И Есенин не первый раз уже за эти дни рассказал, как его вызывали в ЧК, спрашивали про Алексея, что он за товарищ, а Есенин ответил: товарищ — ничего, стихи — дерьмо.
Его мучило это: как будто, если бы он сказал, что и товарищ отличный, и поэт замечательный, Ганина не тронули бы.
(Случай этот с Ганиным — будто репетиция разговора, который спустя десятилетие с лишним состоится между Сталиным и Пастернаком, но на этот раз о Мандельштаме.)
Мансуров ушёл, остался Эрлих, и ему Есенин, словно в продолжение темы, досказал сокровенное:
— Если б я был белогвардейцем, мне было бы легче.
(То есть всё было бы ясно: вот мы — за отринутую Русь святую, а против нас — красная бесовщина.)

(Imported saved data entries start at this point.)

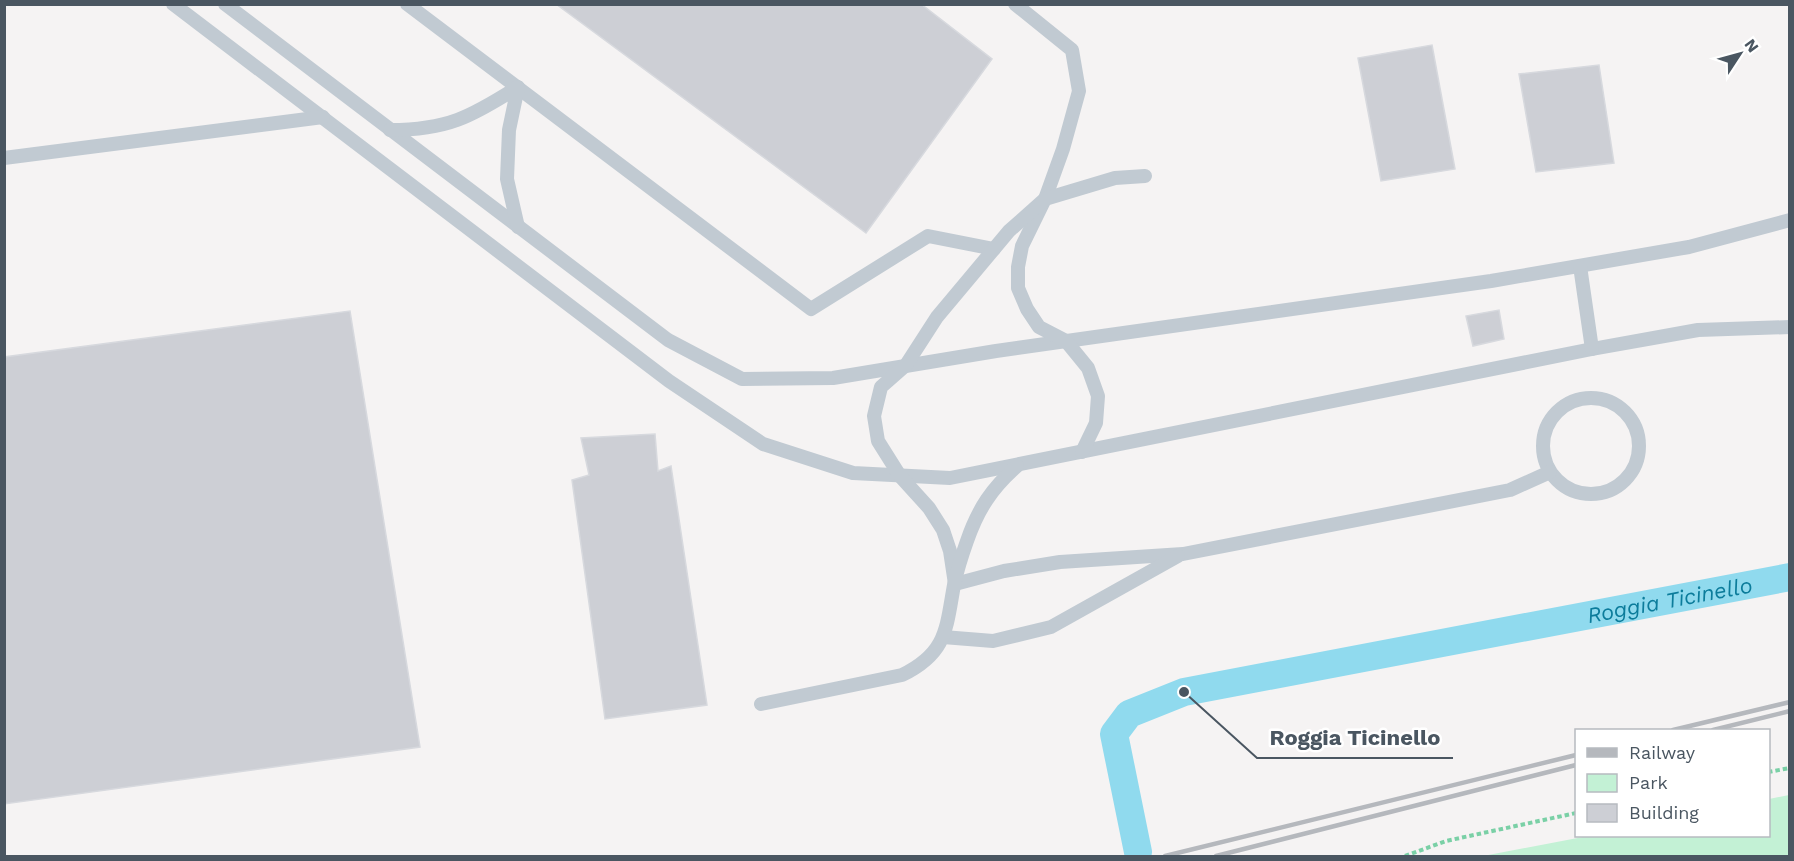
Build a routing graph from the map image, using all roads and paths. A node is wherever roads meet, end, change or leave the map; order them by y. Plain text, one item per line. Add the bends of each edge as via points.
1 (174, 4) edge
2 (225, 4) edge
3 (407, 4) edge
4 (1015, 4) edge
5 (518, 87) junction
6 (322, 117) junction
7 (390, 130) junction
8 (4, 158) edge
9 (1145, 176) dead end
10 (1045, 199) junction
11 (1790, 220) edge
12 (518, 227) junction
13 (994, 249) junction
14 (1580, 266) junction
15 (1790, 327) edge
16 (1066, 341) junction
17 (1592, 349) junction
18 (906, 365) junction
19 (1082, 452) junction
20 (1019, 464) junction
21 (1550, 472) junction
22 (900, 476) junction
23 (1183, 554) junction
24 (955, 584) junction
25 (943, 637) junction
26 (761, 704) dead end
27 (1790, 768) edge
28 (1770, 772) edge
29 (1575, 813) edge
30 (1405, 856) edge

1 - 6 lane
2 - 7 lane
3 - 5 lane
4 - 10 lane via 1072,50 1079,91 1064,149
5 - 7 lane via 447,124 419,130
5 - 12 lane via 509,130 507,179
5 - 13 lane via 812,309 928,236
6 - 8 lane
6 - 22 lane via 669,381 763,444 853,472
7 - 12 lane
9 - 10 lane via 1115,178
10 - 13 lane
10 - 16 lane via 1022,246 1018,288 1039,327
11 - 14 lane via 1689,247
12 - 18 lane via 668,340 742,379 833,378
13 - 18 lane via 937,317
14 - 16 lane
14 - 17 lane
15 - 17 lane via 1698,330
16 - 18 lane
16 - 19 lane via 1088,368 1098,396 1096,423
17 - 19 lane
18 - 22 lane via 880,387 874,416 878,441
19 - 20 lane
20 - 22 lane via 950,478
20 - 24 lane via 991,491 980,511
21 - 21 lane via 1543,441 1556,412 1568,403 1583,398 1614,403 1636,427 1638,458 1632,473 1607,492 1575,492
21 - 23 lane via 1510,490
22 - 24 lane via 943,530
23 - 24 lane via 1060,562
23 - 25 lane via 1051,627 993,641
24 - 25 lane
25 - 26 lane via 934,653 902,675
27 - 28 path
29 - 30 path via 1446,841

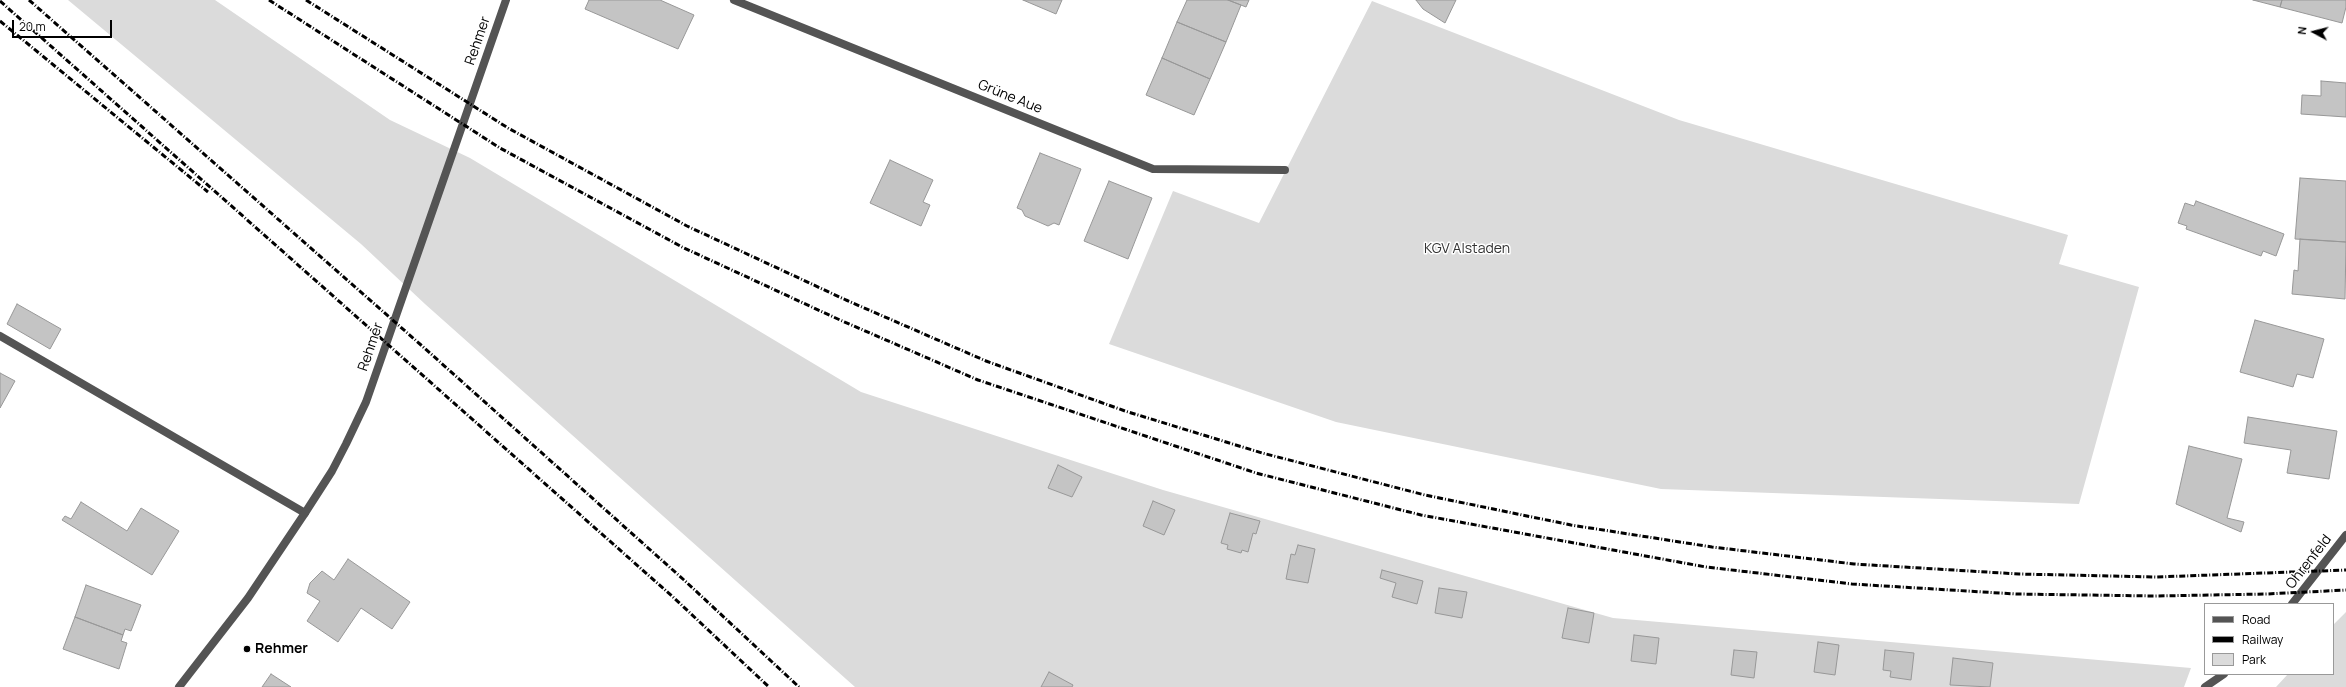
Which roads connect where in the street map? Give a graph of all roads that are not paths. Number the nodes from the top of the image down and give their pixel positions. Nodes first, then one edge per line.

— Но то, что я здесь — не случайно, — продолжал Есенин. — Я здесь, потому что должен быть здесь. Судьбу мою решаю не я, а моя кровь.
(То есть самое сложное — остаться среди своего народа, когда народ совершил такой выбор; но иного пути нет. Я, Есенин, призвал эту революцию как один из русских мужиков, и я тащу на себе все её прегрешения. Сбросить, уехать и оттуда издеваться над собственным народом было бы легче. Но кто тогда понесёт этот крест? Кровь диктовала выбор, русская кровь.)
— Поэтому я не ропщу, — говорил Есенин. — Но если б я был белогвардейцем, мне было бы проще. Я бы всё понимал. Им и понимать-то, в сущности, нечего. А вот здесь… Я ничего не понимаю! Разучился понимать…
Это всё было не только в продолжение разговора о Ганине, но, пожалуй, даже в продолжение разговора о Клюеве.
Ведь отчего Клюев так завидовал, так ревновал? Отчего так завидовал и ревновал Орешин?
Оттого, что они, мужики, первыми приняли революцию, возжелали её как свою, долгожданную, ненаглядную. А революция плюнула мужикам в доверчивые очи.
И Клюеву, который только что целую книгу накатал — «Ленин», — тоже плюнула. Его и из РКП(б) исключили, пусть и за дело.
И Орешин мыкается даже не на вторых ролях, а на третьих.
А думают, что Есенин — на первых. Вместе с Демьяном Бедным и безыменскими.
Мужики — и Клюев, и Орешин, и, самое страшное, Ганин тоже — мечтали, что революция про них и для них, а она — для кого?
И всё-таки, как ни выворачивай эту мысль, эту боль, выхода нет.